Since the early 2000s, AI systems have eliminated more than 1.7 million jobs, and that number will only increase as AI improves. Some research estimates that by 2025, AI will eliminate more than 85 million jobs.
But for all the talk about job security, AI is also proving to be a powerful tool in healthcare—specifically, cancer detection. One recently published study has shown that, remarkably, artificial intelligence was able to detect 20 percent more cancers in imaging scans than radiologists alone.
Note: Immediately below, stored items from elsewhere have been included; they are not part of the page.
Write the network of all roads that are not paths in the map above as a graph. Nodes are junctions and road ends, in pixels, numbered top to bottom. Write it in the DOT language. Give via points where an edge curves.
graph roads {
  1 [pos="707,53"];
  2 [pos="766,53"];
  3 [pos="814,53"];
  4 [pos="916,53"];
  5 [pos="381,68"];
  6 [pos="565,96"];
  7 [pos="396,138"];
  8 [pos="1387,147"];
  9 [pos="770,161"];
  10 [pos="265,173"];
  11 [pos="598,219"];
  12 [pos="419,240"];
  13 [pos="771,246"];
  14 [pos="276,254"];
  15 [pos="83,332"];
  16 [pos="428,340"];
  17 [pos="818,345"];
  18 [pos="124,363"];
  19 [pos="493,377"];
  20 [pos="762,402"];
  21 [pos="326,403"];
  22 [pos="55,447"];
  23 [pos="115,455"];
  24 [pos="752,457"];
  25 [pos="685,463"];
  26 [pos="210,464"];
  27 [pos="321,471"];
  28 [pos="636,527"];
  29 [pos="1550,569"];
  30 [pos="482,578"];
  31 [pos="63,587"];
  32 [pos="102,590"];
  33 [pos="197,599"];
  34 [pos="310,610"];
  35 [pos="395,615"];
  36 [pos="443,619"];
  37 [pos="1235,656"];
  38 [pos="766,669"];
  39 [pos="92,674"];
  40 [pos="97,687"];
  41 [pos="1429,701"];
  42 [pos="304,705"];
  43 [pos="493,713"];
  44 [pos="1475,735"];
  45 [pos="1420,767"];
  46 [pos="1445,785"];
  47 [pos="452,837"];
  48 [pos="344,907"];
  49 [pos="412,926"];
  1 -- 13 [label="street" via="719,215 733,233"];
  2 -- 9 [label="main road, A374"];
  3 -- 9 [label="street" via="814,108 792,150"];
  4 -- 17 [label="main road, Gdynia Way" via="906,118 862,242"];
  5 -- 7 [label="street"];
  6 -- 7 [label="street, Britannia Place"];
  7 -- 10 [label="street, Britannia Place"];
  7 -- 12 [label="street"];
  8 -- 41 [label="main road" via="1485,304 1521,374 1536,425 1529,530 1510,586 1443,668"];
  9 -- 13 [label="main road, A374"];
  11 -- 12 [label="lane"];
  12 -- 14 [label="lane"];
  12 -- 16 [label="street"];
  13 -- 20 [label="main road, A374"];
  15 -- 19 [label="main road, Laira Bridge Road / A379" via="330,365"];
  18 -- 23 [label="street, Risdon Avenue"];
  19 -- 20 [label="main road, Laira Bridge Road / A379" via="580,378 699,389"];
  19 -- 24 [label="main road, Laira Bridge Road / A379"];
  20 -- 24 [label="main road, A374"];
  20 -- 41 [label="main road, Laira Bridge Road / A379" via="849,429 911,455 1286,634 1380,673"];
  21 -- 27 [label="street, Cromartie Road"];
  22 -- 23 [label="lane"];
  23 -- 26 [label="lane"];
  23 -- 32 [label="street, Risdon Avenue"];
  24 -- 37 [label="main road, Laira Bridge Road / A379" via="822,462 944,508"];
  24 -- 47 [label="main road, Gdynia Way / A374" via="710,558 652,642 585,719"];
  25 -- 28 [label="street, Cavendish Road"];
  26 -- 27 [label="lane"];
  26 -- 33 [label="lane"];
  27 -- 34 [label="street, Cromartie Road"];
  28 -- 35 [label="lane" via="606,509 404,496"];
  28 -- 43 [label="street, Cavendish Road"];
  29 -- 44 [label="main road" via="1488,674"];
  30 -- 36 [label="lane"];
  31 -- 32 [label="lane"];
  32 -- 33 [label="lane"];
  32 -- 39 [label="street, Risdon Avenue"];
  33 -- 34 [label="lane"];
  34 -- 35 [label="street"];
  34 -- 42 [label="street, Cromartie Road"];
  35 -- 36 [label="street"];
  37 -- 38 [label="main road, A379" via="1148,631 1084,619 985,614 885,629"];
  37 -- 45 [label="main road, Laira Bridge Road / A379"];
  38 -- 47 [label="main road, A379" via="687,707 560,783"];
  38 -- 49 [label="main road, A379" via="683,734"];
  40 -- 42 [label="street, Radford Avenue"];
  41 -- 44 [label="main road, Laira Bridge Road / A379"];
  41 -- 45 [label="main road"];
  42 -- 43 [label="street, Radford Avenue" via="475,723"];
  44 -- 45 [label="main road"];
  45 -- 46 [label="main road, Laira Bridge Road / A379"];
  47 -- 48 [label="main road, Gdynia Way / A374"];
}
Published in The Lancet Oncology, the study analyzed the scans of 80,000 Swedish women with a moderate hereditary risk of breast cancer who had undergone a mammogram between April 2021 and July 2022. Half of these scans were read by AI and then a radiologist to double-check the findings. The second group of scans was read by two researchers without the help of AI. (Currently, the standard of care across Europe is to have two radiologists analyze a scan before diagnosing a patient with breast cancer.)
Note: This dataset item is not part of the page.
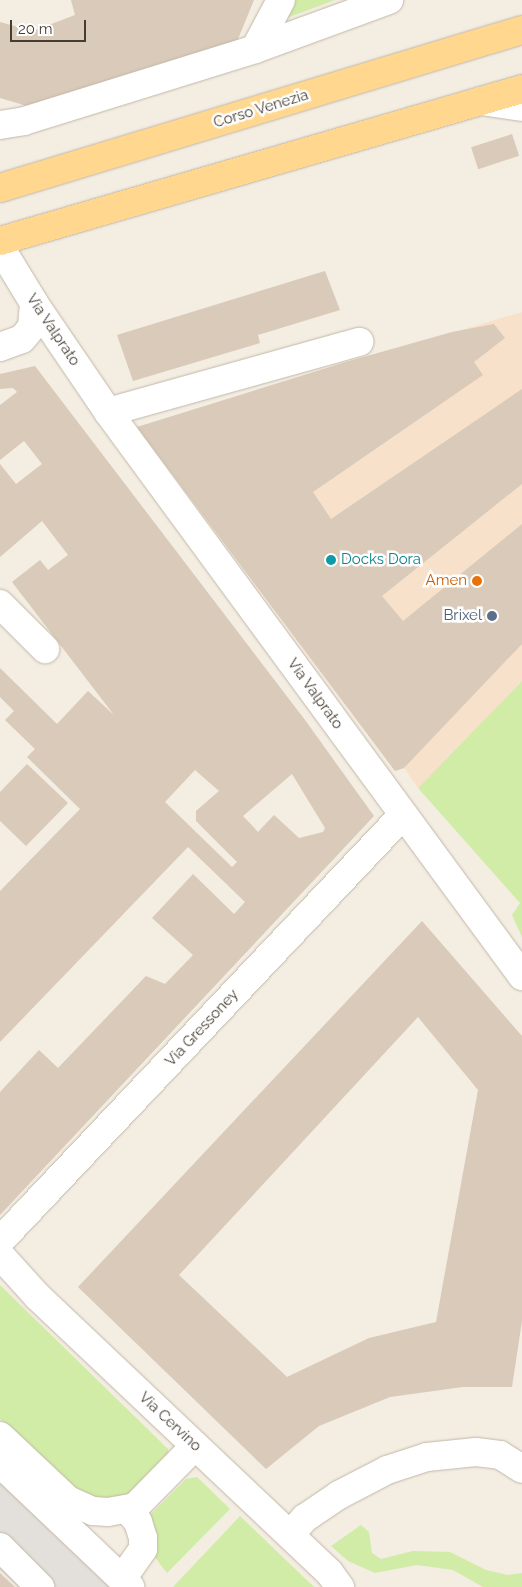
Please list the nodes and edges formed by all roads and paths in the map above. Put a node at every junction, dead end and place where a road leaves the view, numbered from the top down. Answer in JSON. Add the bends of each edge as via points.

The study showed that the AI group detected cancer in 6 out of every 1,000 scans, while the radiologists detected cancer in 5 per 1,000 scans. In other words, AI found 20 percent more cancers than the highly-trained radiologists.
Scientists have been using MRI images (like the ones pictured here) to train artificial intelligence to detect cancers earlier and with more accuracy. Here, MIT's AI system, MIRAI, looks for patterns in a patient's mammograms to detect breast cancer earlier than ever before. news.mit.edu
But even though the AI was better able to pinpoint cancer on an image, it doesn’t mean radiologists will soon be out of a job. Dr. Laura Heacock, a breast radiologist at NYU, said in an interview with CNN that radiologists do much more than simply screening mammograms, and that even well-trained technology can make errors. “These tools work best when paired with highly-trained radiologists who make the final call on your mammogram. Think of it as a tool like a stethoscope for a cardiologist.”
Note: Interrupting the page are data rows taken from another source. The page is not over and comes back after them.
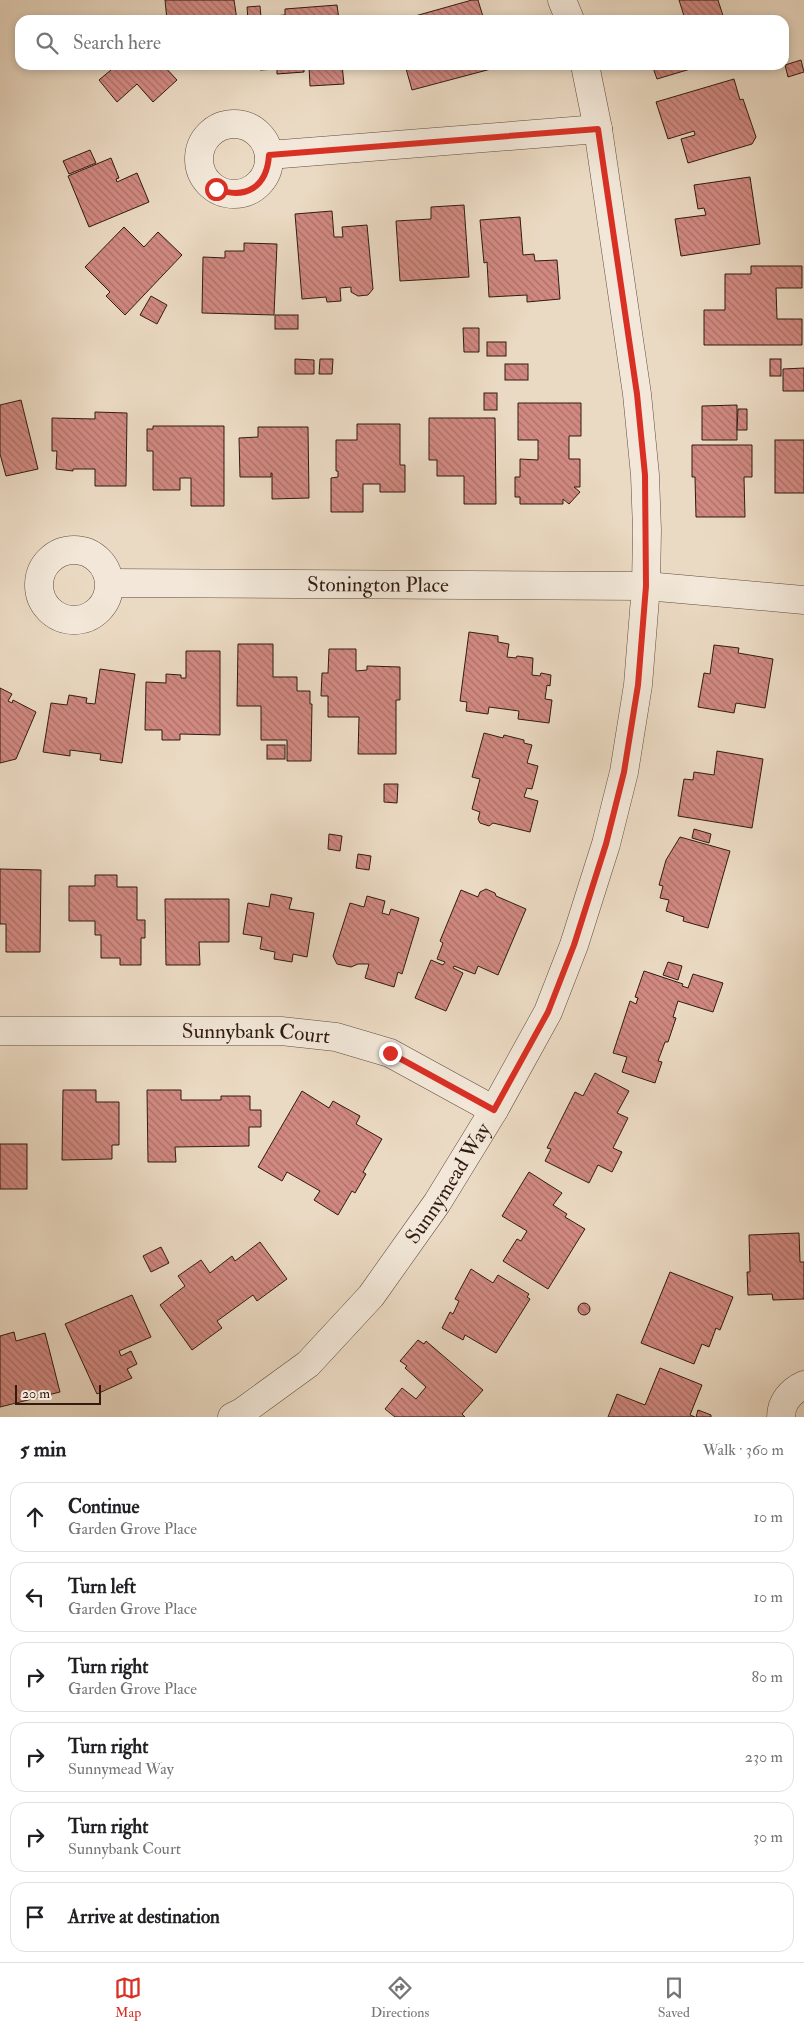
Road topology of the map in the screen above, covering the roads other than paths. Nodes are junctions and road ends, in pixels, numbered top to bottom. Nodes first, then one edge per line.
1 (562, 0) edge
2 (568, 15) edge
3 (586, 70) edge
4 (598, 129) junction
5 (269, 155) dead end
6 (110, 583) dead end
7 (646, 586) junction
8 (804, 600) edge
9 (0, 1031) edge
10 (494, 1110) junction
11 (804, 1385) edge
12 (232, 1417) edge
13 (781, 1417) edge

1 - 2 street
3 - 4 street, Sunnymead Way
4 - 5 street
4 - 7 street, Sunnymead Way
6 - 7 street, Stonington Place
7 - 8 street, Stonington Place
7 - 10 street, Sunnymead Way
9 - 10 street, Sunnybank Court
10 - 12 street, Sunnymead Way
11 - 13 street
AI is still an emerging technology, but more and more doctors are using them to detect different cancers. For example, researchers at MIT have developed a program called MIRAI, which looks at patterns in patient mammograms across a series of scans and uses an algorithm to model a patient's risk of developing breast cancer over time. The program was "trained" with more than 200,000 breast imaging scans from Massachusetts General Hospital and has been tested on over 100,000 women in different hospitals across the world. According to MIT, MIRAI "has been shown to be more accurate in predicting the risk for developing breast cancer in the short term (over a 3-year period) compared to traditional tools." It has also been able to detect breast cancer up to five years before a patient receives a diagnosis.
The challenges for cancer-detecting AI tools now is not just accuracy. AI tools are also being challenged to perform consistently well across different ages, races, and breast density profiles, particularly given the increased risks that different women face. For example, Black women are 42 percent more likely than white women to die from breast cancer, despite having nearly the same rates of breast cancer as white women. Recently, an FDA-approved AI device for screening breast cancer has come under fire for wrongly detecting cancer in Black patients significantly more often than white patients.
As AI technology improves, radiologists will be able to accurately scan a more diverse set of patients at a larger volume than ever before, potentially saving more lives than ever.